*DATASET EXTRACT*
┄┄┄┄┄┄┄┄┄┄┄┄┄┄┄┄┄┄┄┄
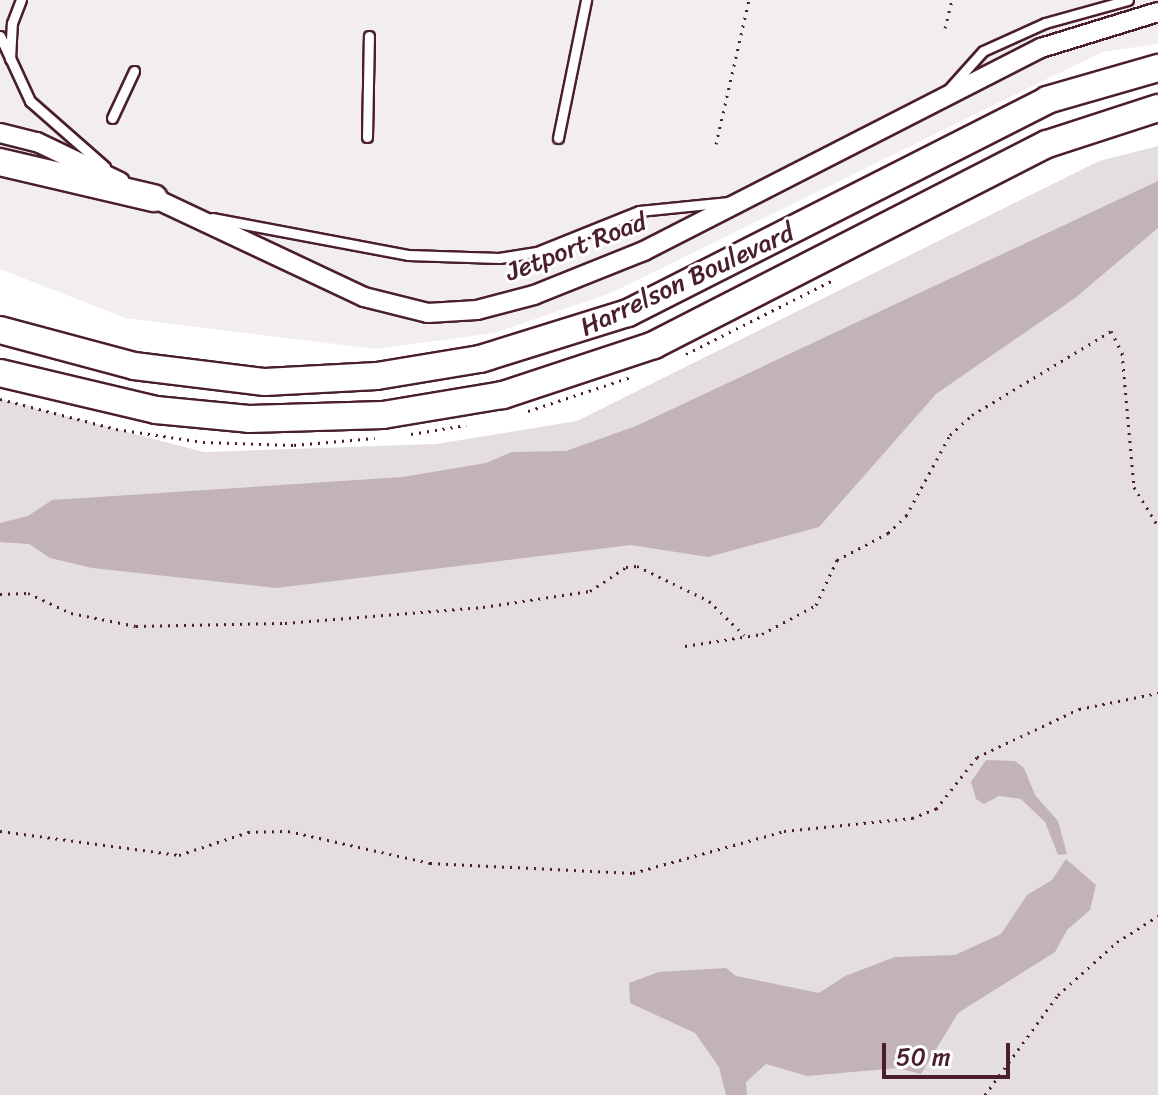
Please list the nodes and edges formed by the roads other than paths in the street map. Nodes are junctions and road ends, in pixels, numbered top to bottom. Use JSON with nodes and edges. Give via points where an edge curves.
{"nodes":[{"id":1,"x":21,"y":0,"type":"edge"},
{"id":2,"x":586,"y":0,"type":"edge"},
{"id":3,"x":1128,"y":0,"type":"edge"},
{"id":4,"x":1158,"y":12,"type":"edge"},
{"id":5,"x":1158,"y":21,"type":"edge"},
{"id":6,"x":1136,"y":22,"type":"junction"},
{"id":7,"x":0,"y":36,"type":"edge"},
{"id":8,"x":369,"y":36,"type":"dead end"},
{"id":9,"x":10,"y":67,"type":"junction"},
{"id":10,"x":1158,"y":68,"type":"edge"},
{"id":11,"x":134,"y":71,"type":"dead end"},
{"id":12,"x":940,"y":98,"type":"junction"},
{"id":13,"x":1158,"y":108,"type":"edge"},
{"id":14,"x":112,"y":118,"type":"dead end"},
{"id":15,"x":0,"y":133,"type":"edge"},
{"id":16,"x":367,"y":137,"type":"dead end"},
{"id":17,"x":558,"y":138,"type":"dead end"},
{"id":18,"x":0,"y":162,"type":"edge"},
{"id":19,"x":122,"y":183,"type":"junction"},
{"id":20,"x":154,"y":198,"type":"junction"},
{"id":21,"x":746,"y":201,"type":"junction"},
{"id":22,"x":185,"y":212,"type":"junction"},
{"id":23,"x":0,"y":330,"type":"edge"},
{"id":24,"x":0,"y":373,"type":"edge"}],
"edges":[{"from":1,"to":9,"type":"lane","via":[[12,23]]},
{"from":2,"to":17,"type":"lane"},
{"from":3,"to":12,"type":"lane","via":[[1045,23],[983,51]]},
{"from":4,"to":6,"type":"street","name":"Jetport Road"},
{"from":5,"to":6,"type":"lane"},
{"from":6,"to":12,"type":"street","name":"Jetport Road","via":[[1041,48]]},
{"from":7,"to":9,"type":"lane"},
{"from":8,"to":16,"type":"lane"},
{"from":9,"to":19,"type":"lane","via":[[48,122]]},
{"from":10,"to":23,"type":"main road","name":"Harrelson Boulevard","via":[[1047,100],[628,313],[480,359],[377,376],[265,382],[134,366]]},
{"from":11,"to":14,"type":"lane"},
{"from":12,"to":21,"type":"street","name":"Jetport Road"},
{"from":13,"to":24,"type":"main road","name":"Harrelson Boulevard","via":[[1047,144],[654,345],[503,395],[383,415],[249,419],[156,410]]},
{"from":15,"to":19,"type":"street","name":"Jetport Road","via":[[37,142]]},
{"from":18,"to":20,"type":"main road"},
{"from":19,"to":20,"type":"street","name":"Jetport Road"},
{"from":20,"to":22,"type":"street","name":"Jetport Road"},
{"from":21,"to":22,"type":"lane","via":[[639,211],[537,252],[499,258],[408,255]]},
{"from":21,"to":22,"type":"street","name":"Jetport Road","via":[[644,251],[534,295],[477,310],[441,312],[364,297]]}]}
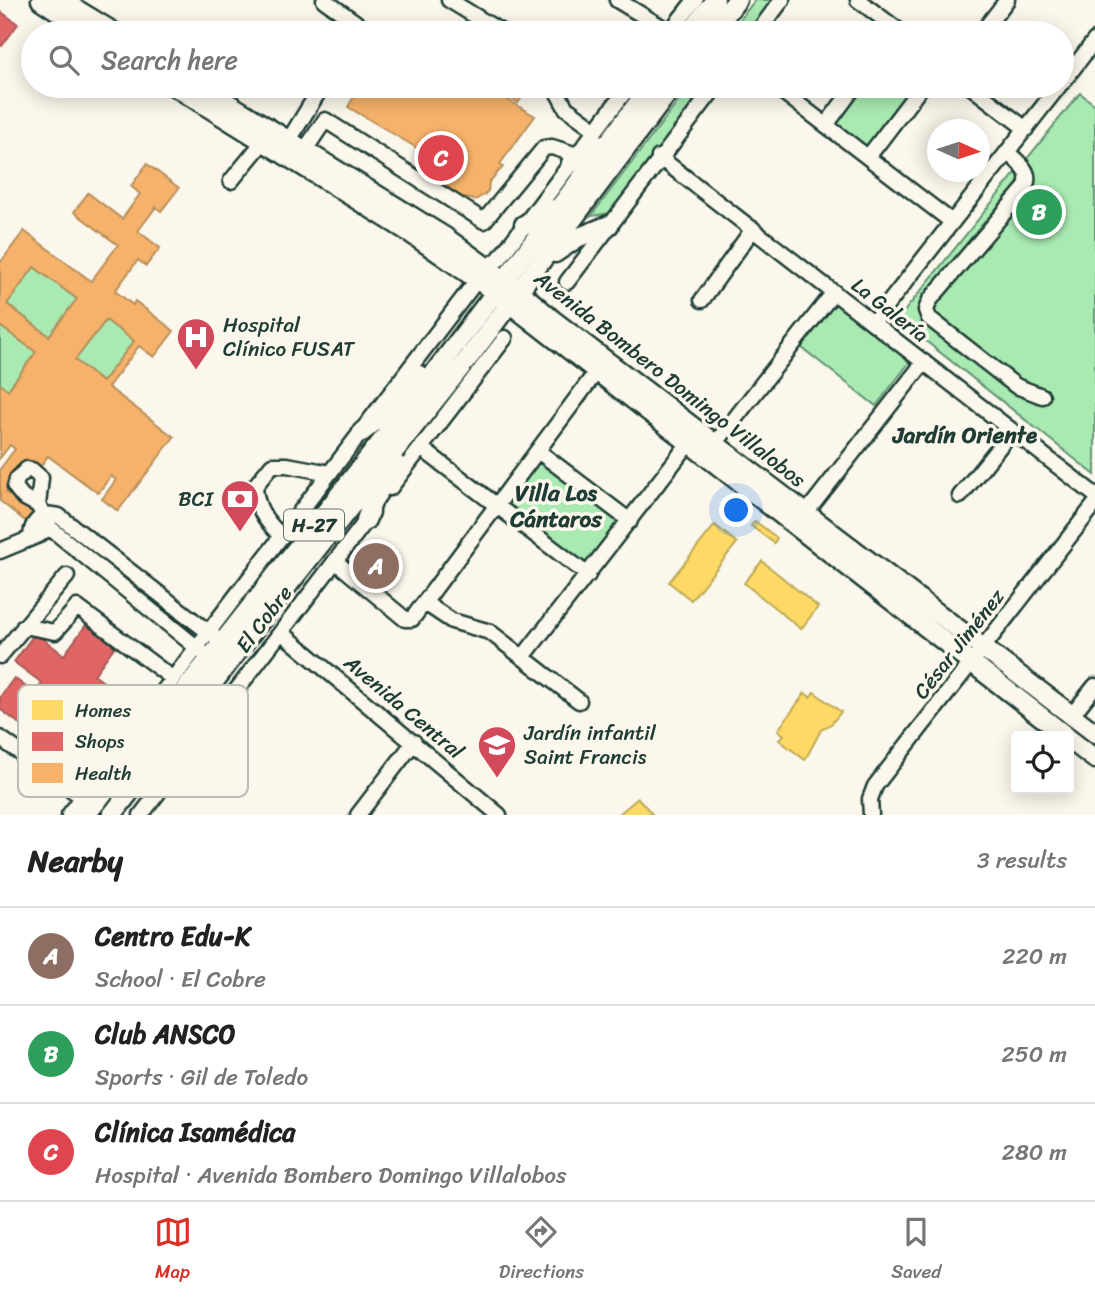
┄┄┄┄┄┄┄┄┄┄┄┄┄┄┄┄┄┄┄┄
*PROBLEM DESCRIPTION*
Return all lines from the data above with "dead" in them.

*OUTPUT BELOW*
{"id":8,"x":369,"y":36,"type":"dead end"},
{"id":11,"x":134,"y":71,"type":"dead end"},
{"id":14,"x":112,"y":118,"type":"dead end"},
{"id":16,"x":367,"y":137,"type":"dead end"},
{"id":17,"x":558,"y":138,"type":"dead end"},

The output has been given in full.